Data for analysis

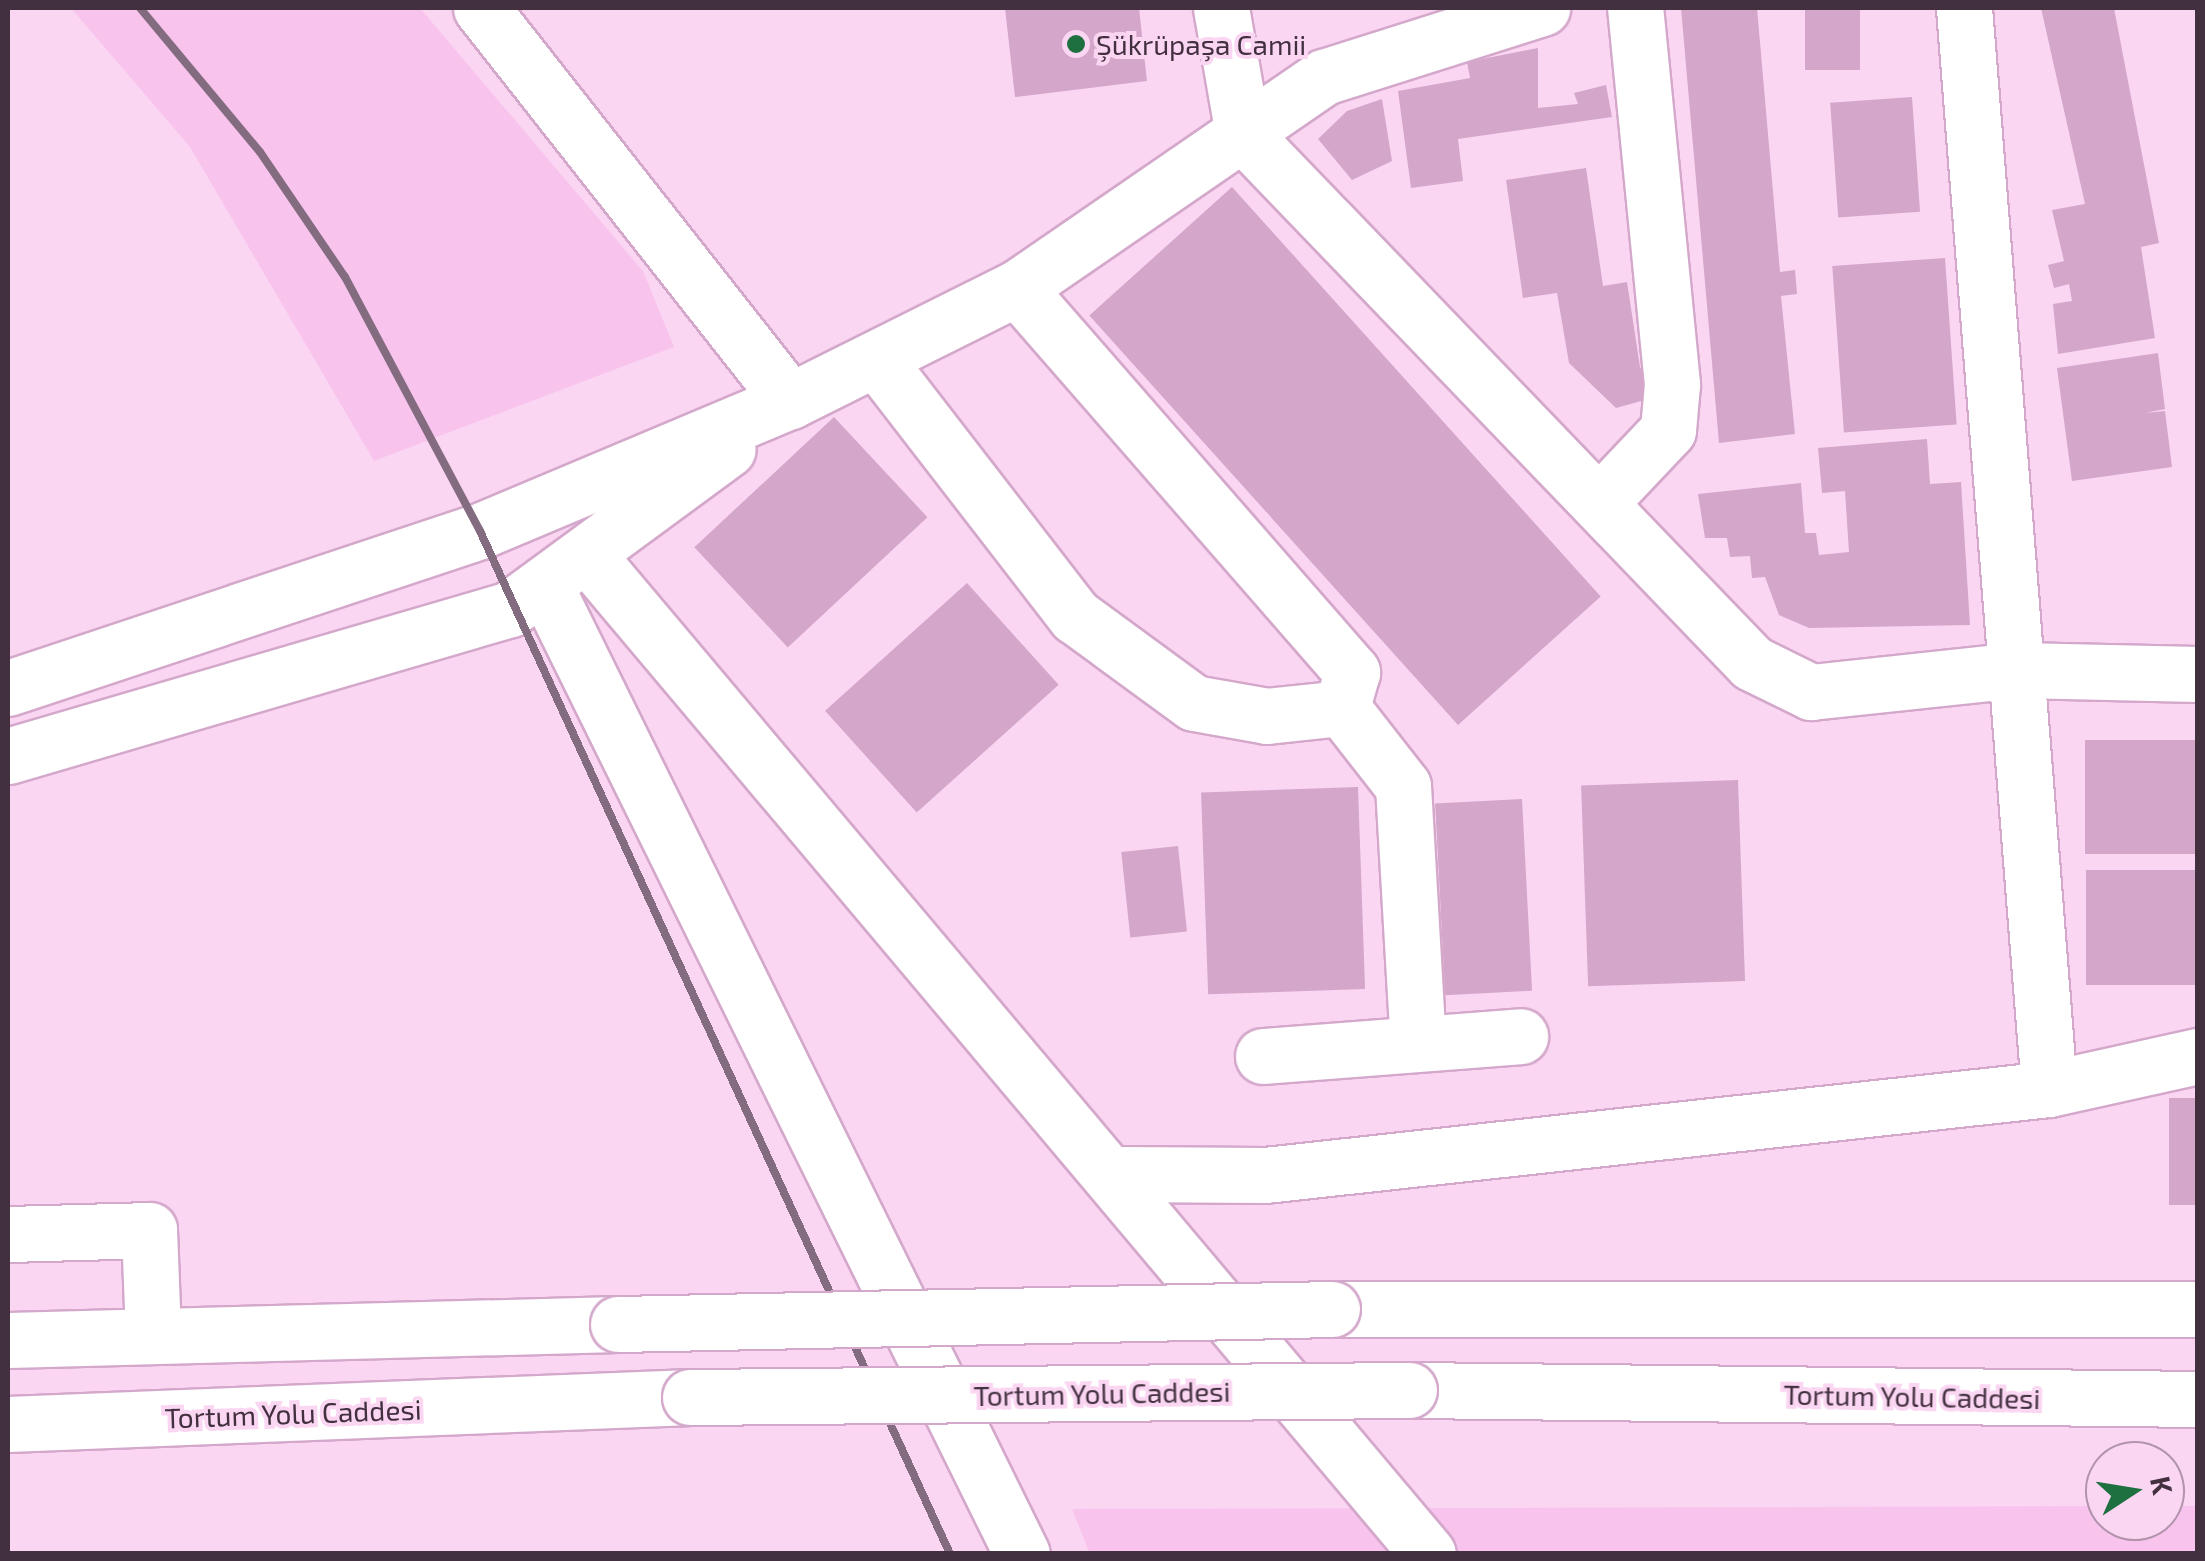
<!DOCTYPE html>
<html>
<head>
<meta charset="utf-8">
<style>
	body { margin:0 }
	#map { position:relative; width:2205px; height:1561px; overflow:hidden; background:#fbd6f3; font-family:"Exo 2",sans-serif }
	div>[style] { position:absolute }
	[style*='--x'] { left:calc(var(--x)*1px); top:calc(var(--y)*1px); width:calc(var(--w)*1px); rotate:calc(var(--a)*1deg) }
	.built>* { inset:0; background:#f8c4ee }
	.building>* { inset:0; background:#d3a6ca; transform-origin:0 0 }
	.roads { filter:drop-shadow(2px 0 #d4a8cb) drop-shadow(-2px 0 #d4a8cb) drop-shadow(0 2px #d4a8cb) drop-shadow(0 -2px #d4a8cb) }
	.minor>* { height:55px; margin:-27.5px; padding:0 27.5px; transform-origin:27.5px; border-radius:27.5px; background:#fff }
	.highway>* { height:55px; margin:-27.5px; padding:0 27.5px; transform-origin:27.5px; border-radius:27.5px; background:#fff }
	.rail>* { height:8px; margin:-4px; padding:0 4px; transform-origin:4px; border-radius:4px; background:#846c80 }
	.bridges { filter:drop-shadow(2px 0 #d4a8cb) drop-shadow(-2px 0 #d4a8cb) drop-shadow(0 2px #d4a8cb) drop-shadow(0 -2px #d4a8cb) }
	.highway-bridge>* { height:55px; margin:-27.5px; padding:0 27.5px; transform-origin:27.5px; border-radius:27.5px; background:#fff }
	.dots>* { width:28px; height:28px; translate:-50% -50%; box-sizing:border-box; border:5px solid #fbd6f3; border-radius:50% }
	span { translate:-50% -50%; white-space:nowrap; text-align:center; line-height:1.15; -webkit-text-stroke:8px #fbd6f3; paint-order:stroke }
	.poi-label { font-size:28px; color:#42303f }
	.left { translate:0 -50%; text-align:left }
	.street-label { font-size:28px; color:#42303f }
	.frame { position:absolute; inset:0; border:10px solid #42303f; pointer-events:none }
	.north { position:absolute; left:2085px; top:1441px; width:100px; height:100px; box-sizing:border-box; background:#fbd6f3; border:2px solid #b194ab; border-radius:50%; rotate:78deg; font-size:28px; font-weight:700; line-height:40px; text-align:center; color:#42303f }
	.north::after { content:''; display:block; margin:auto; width:35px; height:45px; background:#1f7040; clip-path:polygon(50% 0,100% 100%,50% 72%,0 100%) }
</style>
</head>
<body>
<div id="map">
	<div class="built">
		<div style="clip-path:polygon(71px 8px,420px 8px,643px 271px,674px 347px,374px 461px,190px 147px)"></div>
		<div style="clip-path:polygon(2105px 1506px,2105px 1521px,2165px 1521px,2165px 1506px,2197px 1506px,2198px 1553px,1090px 1554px,1072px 1509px)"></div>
	</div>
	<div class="building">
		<div style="clip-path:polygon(1005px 8px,1139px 8px,1147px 81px,1015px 97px)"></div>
		<div style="clip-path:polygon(1681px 8px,1757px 8px,1780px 272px,1795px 270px,1797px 294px,1781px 296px,1795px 434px,1719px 443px)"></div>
		<div style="left:1805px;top:8px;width:55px;height:62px"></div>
		<div style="clip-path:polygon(2041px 8px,2114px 8px,2159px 243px,2141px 247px,2155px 338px,2058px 354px,2053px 304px,2072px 301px,2069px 284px,2054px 288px,2048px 265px,2064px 261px,2052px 210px,2085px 204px)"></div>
		<div style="clip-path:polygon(1538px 48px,1538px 108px,1578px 104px,1574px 93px,1606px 85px,1612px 117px,1458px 139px,1463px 181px,1411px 188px,1398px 91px,1470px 78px,1467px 62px)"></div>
		<div style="left:1912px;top:97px;width:115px;height:82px;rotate:86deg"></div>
		<div style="clip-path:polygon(1382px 99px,1392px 161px,1352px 180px,1318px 139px,1347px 111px)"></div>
		<div style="clip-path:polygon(1586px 168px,1603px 286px,1627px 282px,1640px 367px,1659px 396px,1616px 408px,1569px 363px,1557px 293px,1523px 298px,1506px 180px)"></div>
		<div style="left:1232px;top:187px;width:551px;height:192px;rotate:48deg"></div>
		<div style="left:1945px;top:258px;width:167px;height:113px;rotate:86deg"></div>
		<div style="clip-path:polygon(2158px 353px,2165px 409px,2145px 413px,2165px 411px,2172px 467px,2072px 481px,2057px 368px)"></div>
		<div style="left:834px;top:417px;width:137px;height:191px;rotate:47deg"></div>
		<div style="clip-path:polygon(1927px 439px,1930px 484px,1961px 482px,1970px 625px,1809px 628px,1779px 615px,1765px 577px,1752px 578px,1750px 556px,1730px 557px,1727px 538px,1705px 538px,1698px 494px,1801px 483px,1805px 533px,1816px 533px,1819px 555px,1849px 552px,1845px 491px,1822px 493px,1818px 448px)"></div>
		<div style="left:967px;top:583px;width:137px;height:191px;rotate:48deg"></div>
		<div style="left:2198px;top:740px;width:114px;height:113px;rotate:90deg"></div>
		<div style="left:1738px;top:780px;width:201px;height:157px;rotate:88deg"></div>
		<div style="left:1358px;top:787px;width:202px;height:157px;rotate:88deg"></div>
		<div style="left:1522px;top:799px;width:192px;height:87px;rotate:87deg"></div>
		<div style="left:1178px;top:846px;width:86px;height:57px;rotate:84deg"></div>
		<div style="left:2198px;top:870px;width:115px;height:112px;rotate:90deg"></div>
		<div style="left:2169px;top:1098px;width:29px;height:107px"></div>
	</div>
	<div class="roads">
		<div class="minor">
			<div style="--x:481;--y:8;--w:500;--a:51.8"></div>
			<div style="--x:1221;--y:8;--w:128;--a:80.1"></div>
			<div style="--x:1243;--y:134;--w:734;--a:46.1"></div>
			<div style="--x:1752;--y:663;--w:66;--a:26.2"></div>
			<div style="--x:1811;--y:692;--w:208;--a:-6.1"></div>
			<div style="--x:2018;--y:670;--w:180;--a:1.3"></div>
			<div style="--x:1964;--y:8;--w:1084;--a:85.5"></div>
			<div style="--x:1017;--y:288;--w:510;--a:48.9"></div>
			<div style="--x:1352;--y:672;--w:37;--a:106"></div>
			<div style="--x:877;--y:360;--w:324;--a:52.3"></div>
			<div style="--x:1075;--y:616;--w:147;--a:36.2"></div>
			<div style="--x:1194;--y:703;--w:74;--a:10.1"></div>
			<div style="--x:1267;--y:716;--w:75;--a:-6.1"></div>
			<div style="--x:1600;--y:502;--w:99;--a:-46.6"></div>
			<div style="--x:1668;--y:430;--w:46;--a:-85"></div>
			<div style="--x:1672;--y:384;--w:378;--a:-95.6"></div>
			<div style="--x:588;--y:556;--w:1304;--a:49.91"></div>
			<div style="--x:545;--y:586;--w:1079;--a:63.77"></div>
			<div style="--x:8;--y:688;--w:497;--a:-18.4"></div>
			<div style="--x:480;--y:531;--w:336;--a:-22.8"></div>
			<div style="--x:790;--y:401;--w:254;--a:-26.5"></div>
			<div style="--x:1017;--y:288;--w:373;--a:-34.5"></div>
			<div style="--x:1324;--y:77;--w:229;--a:-17.6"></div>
			<div style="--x:1342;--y:708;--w:99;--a:52"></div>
			<div style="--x:1403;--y:786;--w:258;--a:86.7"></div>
			<div style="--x:8;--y:756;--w:523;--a:-16.32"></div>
			<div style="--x:510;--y:609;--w:270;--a:-36.3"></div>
			<div style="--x:1263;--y:1056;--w:258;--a:-4.4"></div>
			<div style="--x:1118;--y:1174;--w:147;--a:0.4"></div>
			<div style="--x:1265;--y:1175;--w:789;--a:-6.26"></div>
			<div style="--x:2049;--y:1089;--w:153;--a:-12.5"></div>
			<div style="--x:8;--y:1234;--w:141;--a:-1.6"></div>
			<div style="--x:149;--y:1230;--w:106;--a:87.8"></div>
		</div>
		<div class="highway">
			<div style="--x:1332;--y:1309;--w:866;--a:0"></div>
			<div style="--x:8;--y:1340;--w:610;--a:-1.5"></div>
			<div style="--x:1409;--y:1390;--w:789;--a:0.65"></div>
			<div style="--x:8;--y:1424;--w:683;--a:-2.27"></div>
		</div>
	</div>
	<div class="rail">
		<div style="--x:140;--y:8;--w:187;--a:50.2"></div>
		<div style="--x:260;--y:152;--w:151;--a:55.8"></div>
		<div style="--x:345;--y:277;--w:288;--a:62"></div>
		<div style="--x:480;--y:531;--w:1126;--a:65.32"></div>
	</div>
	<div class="bridges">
		<div class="highway-bridge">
			<div style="--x:618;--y:1324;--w:714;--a:-1.2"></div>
			<div style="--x:690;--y:1397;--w:719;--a:-0.56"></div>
		</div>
	</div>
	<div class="dots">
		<div style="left:1076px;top:44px;background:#1f7040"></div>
	</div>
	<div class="poi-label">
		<span class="left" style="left:1096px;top:44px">Şükrüpaşa Camii</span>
	</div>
	<div class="street-label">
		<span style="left:1102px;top:1393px;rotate:-1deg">Tortum Yolu Caddesi</span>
		<span style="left:1912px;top:1396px;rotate:1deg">Tortum Yolu Caddesi</span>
		<span style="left:293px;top:1413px;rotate:-2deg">Tortum Yolu Caddesi</span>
	</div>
	<div class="frame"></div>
	<div class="north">K</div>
</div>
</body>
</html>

Assigned task
Only the lines from the beginning of the records up to and including the line with "position:absolute; left:2085px; top:1441px;" should appear, exactly as they are, and no pictures.

Answer to this problem
<!DOCTYPE html>
<html>
<head>
<meta charset="utf-8">
<style>
	body { margin:0 }
	#map { position:relative; width:2205px; height:1561px; overflow:hidden; background:#fbd6f3; font-family:"Exo 2",sans-serif }
	div>[style] { position:absolute }
	[style*='--x'] { left:calc(var(--x)*1px); top:calc(var(--y)*1px); width:calc(var(--w)*1px); rotate:calc(var(--a)*1deg) }
	.built>* { inset:0; background:#f8c4ee }
	.building>* { inset:0; background:#d3a6ca; transform-origin:0 0 }
	.roads { filter:drop-shadow(2px 0 #d4a8cb) drop-shadow(-2px 0 #d4a8cb) drop-shadow(0 2px #d4a8cb) drop-shadow(0 -2px #d4a8cb) }
	.minor>* { height:55px; margin:-27.5px; padding:0 27.5px; transform-origin:27.5px; border-radius:27.5px; background:#fff }
	.highway>* { height:55px; margin:-27.5px; padding:0 27.5px; transform-origin:27.5px; border-radius:27.5px; background:#fff }
	.rail>* { height:8px; margin:-4px; padding:0 4px; transform-origin:4px; border-radius:4px; background:#846c80 }
	.bridges { filter:drop-shadow(2px 0 #d4a8cb) drop-shadow(-2px 0 #d4a8cb) drop-shadow(0 2px #d4a8cb) drop-shadow(0 -2px #d4a8cb) }
	.highway-bridge>* { height:55px; margin:-27.5px; padding:0 27.5px; transform-origin:27.5px; border-radius:27.5px; background:#fff }
	.dots>* { width:28px; height:28px; translate:-50% -50%; box-sizing:border-box; border:5px solid #fbd6f3; border-radius:50% }
	span { translate:-50% -50%; white-space:nowrap; text-align:center; line-height:1.15; -webkit-text-stroke:8px #fbd6f3; paint-order:stroke }
	.poi-label { font-size:28px; color:#42303f }
	.left { translate:0 -50%; text-align:left }
	.street-label { font-size:28px; color:#42303f }
	.frame { position:absolute; inset:0; border:10px solid #42303f; pointer-events:none }
	.north { position:absolute; left:2085px; top:1441px; width:100px; height:100px; box-sizing:border-box; background:#fbd6f3; border:2px solid #b194ab; border-radius:50%; rotate:78deg; font-size:28px; font-weight:700; line-height:40px; text-align:center; color:#42303f }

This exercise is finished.